▶ WHAT TO WORK ON
From the records below, return every line containing the word "down".

[Collected data entries]
§

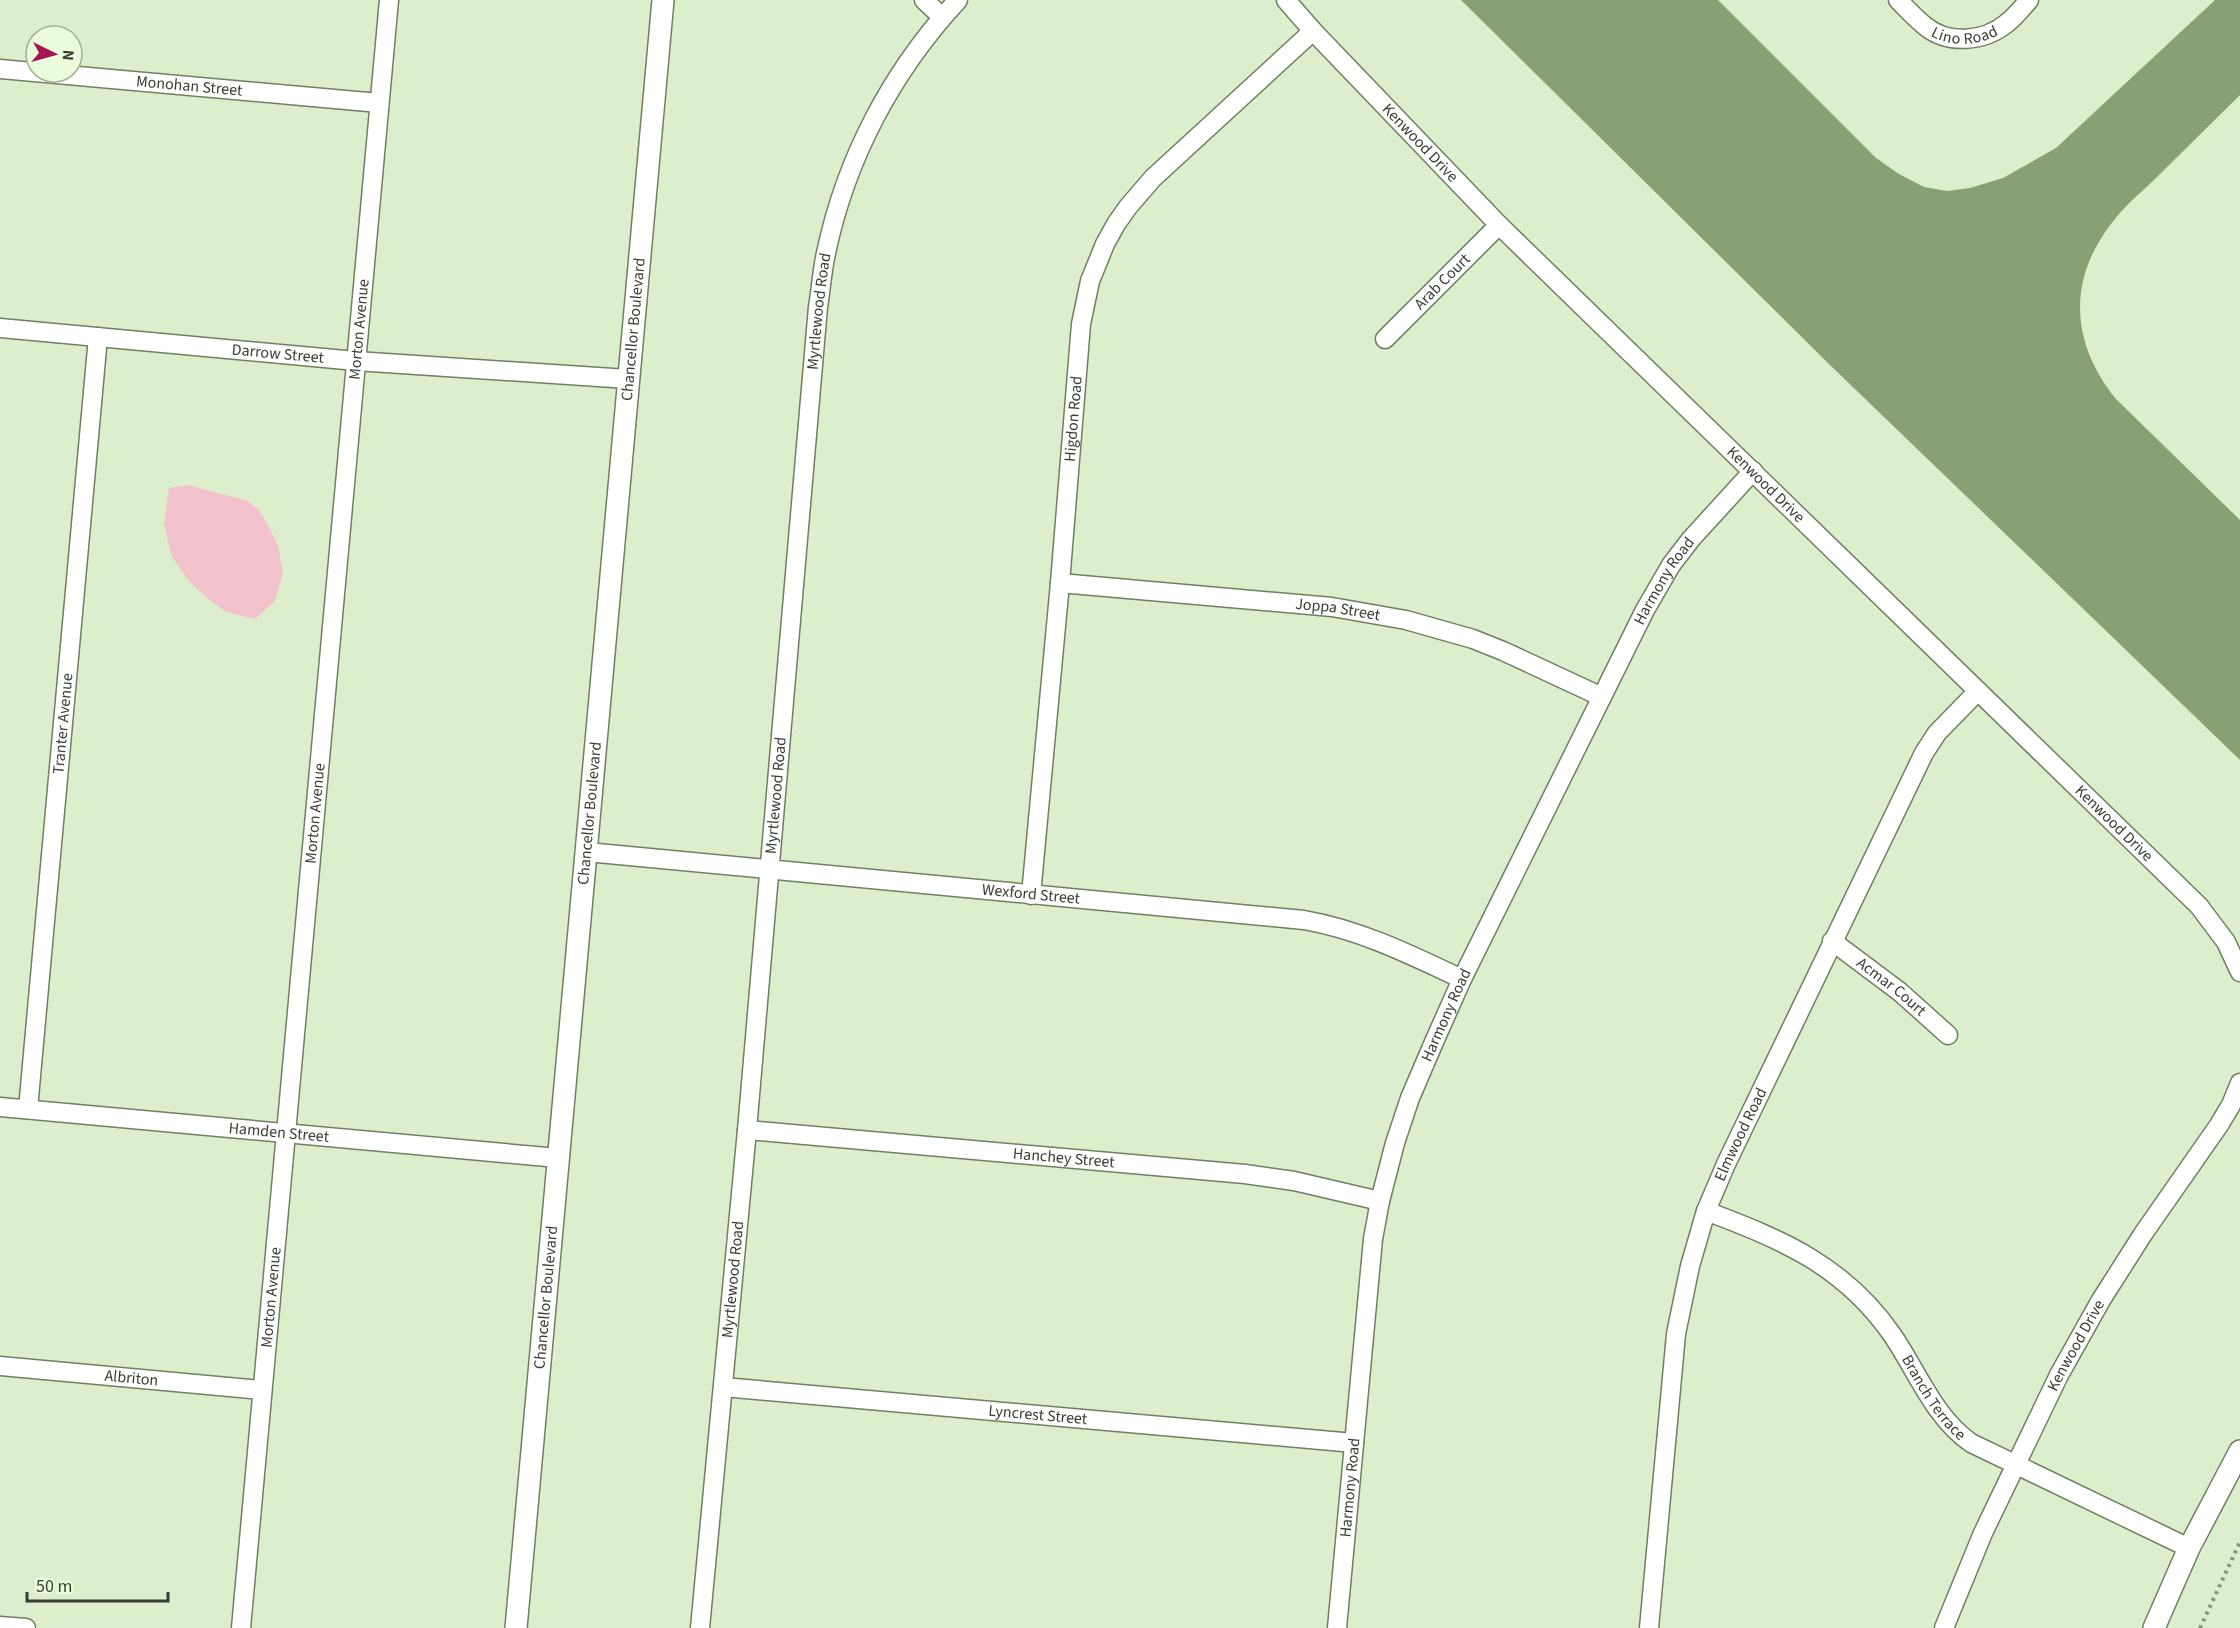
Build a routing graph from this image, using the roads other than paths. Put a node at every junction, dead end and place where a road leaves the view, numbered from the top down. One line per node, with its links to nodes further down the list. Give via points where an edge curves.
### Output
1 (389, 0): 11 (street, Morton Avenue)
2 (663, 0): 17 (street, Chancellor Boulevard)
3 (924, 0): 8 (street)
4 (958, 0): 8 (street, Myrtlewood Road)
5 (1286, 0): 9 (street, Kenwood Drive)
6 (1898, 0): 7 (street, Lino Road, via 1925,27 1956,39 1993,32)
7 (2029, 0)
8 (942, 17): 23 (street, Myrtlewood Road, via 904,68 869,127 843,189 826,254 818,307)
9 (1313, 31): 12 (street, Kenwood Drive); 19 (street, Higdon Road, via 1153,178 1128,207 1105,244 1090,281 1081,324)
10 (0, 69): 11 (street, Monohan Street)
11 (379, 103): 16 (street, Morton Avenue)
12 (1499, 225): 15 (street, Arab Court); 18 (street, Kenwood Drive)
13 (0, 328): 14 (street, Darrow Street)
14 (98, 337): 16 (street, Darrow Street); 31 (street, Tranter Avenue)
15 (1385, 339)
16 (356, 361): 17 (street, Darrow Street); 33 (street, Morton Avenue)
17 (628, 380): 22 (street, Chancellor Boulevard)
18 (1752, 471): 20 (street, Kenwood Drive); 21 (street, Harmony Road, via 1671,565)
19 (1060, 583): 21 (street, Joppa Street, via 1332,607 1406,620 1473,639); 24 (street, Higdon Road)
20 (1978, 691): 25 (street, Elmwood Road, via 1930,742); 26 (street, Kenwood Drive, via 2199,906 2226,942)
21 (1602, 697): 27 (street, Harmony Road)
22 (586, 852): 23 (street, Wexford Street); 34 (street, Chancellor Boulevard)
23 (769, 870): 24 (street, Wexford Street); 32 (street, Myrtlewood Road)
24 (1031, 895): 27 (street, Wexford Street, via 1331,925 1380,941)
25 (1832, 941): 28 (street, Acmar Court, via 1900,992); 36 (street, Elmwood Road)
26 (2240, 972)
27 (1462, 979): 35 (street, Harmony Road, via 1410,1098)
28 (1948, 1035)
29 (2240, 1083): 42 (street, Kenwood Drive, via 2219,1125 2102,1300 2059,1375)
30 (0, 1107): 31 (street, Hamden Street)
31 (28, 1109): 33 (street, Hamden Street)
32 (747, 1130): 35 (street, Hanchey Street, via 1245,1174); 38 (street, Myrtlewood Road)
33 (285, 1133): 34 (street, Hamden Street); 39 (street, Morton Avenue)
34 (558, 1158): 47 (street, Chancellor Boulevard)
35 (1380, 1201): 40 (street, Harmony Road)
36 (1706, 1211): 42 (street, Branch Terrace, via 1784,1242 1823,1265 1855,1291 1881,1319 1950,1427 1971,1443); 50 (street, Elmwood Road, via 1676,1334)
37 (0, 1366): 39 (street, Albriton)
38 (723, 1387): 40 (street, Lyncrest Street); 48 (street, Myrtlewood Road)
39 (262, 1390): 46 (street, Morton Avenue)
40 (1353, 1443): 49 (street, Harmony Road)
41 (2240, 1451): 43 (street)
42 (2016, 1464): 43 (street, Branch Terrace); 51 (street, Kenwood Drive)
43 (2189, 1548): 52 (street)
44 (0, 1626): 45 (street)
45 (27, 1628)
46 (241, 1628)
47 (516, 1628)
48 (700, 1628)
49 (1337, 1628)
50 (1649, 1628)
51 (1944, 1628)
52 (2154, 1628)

§

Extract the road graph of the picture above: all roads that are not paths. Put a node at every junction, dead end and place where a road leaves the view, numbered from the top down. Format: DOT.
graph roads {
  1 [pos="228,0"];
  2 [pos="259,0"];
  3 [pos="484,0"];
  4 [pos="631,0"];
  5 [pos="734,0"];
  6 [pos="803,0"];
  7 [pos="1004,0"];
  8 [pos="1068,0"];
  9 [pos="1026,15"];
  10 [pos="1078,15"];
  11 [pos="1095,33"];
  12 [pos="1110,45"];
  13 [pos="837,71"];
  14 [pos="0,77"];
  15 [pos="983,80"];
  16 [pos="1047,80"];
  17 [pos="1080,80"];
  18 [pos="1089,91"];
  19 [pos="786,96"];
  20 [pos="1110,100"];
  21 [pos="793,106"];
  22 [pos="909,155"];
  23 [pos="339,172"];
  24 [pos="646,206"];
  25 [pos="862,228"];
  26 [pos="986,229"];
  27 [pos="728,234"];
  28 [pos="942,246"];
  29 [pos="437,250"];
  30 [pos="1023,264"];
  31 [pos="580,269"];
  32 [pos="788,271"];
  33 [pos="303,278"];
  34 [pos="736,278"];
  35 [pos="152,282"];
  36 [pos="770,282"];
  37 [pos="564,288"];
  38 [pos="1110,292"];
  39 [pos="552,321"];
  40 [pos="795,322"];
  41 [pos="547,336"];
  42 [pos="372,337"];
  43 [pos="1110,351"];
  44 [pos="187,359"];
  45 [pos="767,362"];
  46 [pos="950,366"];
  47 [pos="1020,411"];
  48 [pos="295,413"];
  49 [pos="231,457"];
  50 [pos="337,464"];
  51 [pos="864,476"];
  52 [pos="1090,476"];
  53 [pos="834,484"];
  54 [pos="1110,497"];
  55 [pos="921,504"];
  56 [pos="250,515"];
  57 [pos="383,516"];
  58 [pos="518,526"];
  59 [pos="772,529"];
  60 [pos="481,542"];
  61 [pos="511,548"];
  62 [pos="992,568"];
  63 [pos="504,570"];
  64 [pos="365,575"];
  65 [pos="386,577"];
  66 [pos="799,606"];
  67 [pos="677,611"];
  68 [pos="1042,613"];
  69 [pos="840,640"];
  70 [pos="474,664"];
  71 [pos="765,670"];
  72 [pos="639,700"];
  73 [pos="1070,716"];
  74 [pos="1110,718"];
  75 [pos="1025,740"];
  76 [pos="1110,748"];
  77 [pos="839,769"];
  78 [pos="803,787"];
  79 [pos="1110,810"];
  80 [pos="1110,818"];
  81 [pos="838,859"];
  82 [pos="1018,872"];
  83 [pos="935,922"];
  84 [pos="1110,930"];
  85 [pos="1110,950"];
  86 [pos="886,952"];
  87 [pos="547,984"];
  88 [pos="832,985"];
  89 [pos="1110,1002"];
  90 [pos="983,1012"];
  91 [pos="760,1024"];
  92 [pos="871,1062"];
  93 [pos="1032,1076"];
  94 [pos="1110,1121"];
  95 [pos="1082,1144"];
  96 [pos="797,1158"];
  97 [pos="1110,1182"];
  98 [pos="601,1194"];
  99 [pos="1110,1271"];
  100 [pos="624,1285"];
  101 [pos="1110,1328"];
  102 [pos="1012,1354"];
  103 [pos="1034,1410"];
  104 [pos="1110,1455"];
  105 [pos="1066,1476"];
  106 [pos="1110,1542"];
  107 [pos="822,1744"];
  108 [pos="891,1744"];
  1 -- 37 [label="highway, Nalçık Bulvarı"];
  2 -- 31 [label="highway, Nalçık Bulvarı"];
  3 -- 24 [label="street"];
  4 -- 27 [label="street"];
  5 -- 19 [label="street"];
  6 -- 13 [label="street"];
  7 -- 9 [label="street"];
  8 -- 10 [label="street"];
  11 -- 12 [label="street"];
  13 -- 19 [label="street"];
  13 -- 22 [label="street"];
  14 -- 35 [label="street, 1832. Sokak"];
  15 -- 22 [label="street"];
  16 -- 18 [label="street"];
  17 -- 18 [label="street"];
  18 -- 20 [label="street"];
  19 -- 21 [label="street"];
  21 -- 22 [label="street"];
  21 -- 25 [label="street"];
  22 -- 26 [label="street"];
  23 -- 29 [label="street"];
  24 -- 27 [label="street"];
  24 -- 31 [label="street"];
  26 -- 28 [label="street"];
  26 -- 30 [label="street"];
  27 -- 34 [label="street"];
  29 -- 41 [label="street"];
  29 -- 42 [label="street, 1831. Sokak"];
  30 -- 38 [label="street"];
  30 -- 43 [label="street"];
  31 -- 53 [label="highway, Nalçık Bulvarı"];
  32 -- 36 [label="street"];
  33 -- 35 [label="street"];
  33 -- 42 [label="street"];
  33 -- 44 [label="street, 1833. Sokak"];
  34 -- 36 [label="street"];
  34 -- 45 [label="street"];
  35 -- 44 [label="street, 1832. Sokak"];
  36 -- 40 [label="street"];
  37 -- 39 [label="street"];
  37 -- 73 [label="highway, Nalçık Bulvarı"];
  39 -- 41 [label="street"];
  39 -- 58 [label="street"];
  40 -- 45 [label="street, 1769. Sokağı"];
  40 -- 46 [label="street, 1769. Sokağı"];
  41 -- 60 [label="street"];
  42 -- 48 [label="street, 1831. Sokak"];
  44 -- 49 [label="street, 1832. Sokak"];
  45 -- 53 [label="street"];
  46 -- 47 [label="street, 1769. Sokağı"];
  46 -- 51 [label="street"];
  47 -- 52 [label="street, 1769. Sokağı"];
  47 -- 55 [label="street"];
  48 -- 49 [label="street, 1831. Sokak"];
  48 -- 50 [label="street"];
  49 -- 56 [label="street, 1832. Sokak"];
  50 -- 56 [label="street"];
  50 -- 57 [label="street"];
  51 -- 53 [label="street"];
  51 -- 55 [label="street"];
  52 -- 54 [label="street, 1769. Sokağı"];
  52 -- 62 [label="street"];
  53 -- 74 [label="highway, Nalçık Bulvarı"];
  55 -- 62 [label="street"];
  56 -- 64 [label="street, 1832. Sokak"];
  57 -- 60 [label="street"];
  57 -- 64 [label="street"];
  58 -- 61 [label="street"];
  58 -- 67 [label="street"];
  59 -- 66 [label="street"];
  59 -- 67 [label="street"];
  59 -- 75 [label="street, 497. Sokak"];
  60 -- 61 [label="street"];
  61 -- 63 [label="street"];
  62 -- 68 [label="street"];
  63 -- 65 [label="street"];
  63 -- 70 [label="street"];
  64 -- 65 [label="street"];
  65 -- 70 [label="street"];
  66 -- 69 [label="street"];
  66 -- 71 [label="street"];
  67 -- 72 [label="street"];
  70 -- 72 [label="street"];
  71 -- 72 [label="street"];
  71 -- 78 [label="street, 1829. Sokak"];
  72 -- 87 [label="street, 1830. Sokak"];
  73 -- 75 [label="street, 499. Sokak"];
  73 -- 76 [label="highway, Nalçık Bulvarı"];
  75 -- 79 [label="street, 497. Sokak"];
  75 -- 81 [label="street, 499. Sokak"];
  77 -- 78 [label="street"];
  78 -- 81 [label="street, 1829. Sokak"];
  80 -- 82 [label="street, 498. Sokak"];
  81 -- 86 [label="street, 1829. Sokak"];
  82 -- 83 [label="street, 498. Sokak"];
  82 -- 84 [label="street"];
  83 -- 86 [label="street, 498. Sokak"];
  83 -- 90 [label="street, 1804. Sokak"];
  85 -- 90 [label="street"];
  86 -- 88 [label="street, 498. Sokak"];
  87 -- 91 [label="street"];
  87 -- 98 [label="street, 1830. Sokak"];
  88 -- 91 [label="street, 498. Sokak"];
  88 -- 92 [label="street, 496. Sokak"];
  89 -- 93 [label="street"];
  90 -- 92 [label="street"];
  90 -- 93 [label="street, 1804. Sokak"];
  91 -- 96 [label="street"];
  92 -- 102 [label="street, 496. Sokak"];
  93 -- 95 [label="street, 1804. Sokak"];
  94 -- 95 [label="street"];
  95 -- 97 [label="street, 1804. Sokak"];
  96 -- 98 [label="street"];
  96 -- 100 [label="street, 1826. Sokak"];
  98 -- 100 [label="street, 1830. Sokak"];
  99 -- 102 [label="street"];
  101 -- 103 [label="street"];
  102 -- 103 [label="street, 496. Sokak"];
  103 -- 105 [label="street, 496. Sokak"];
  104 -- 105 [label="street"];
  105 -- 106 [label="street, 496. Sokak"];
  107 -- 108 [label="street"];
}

§

▶ WORKED SOLUTION
Build a routing graph from this image, using the roads other than paths. Put a node at every junction, dead end and place where a road leaves the view, numbered from the top down. One line per node, with its links to nodes further down the list. Give via points where an edge curves.
Extract the road graph of the picture above: all roads that are not paths. Put a node at every junction, dead end and place where a road leaves the view, numbered from the top down. Format: DOT.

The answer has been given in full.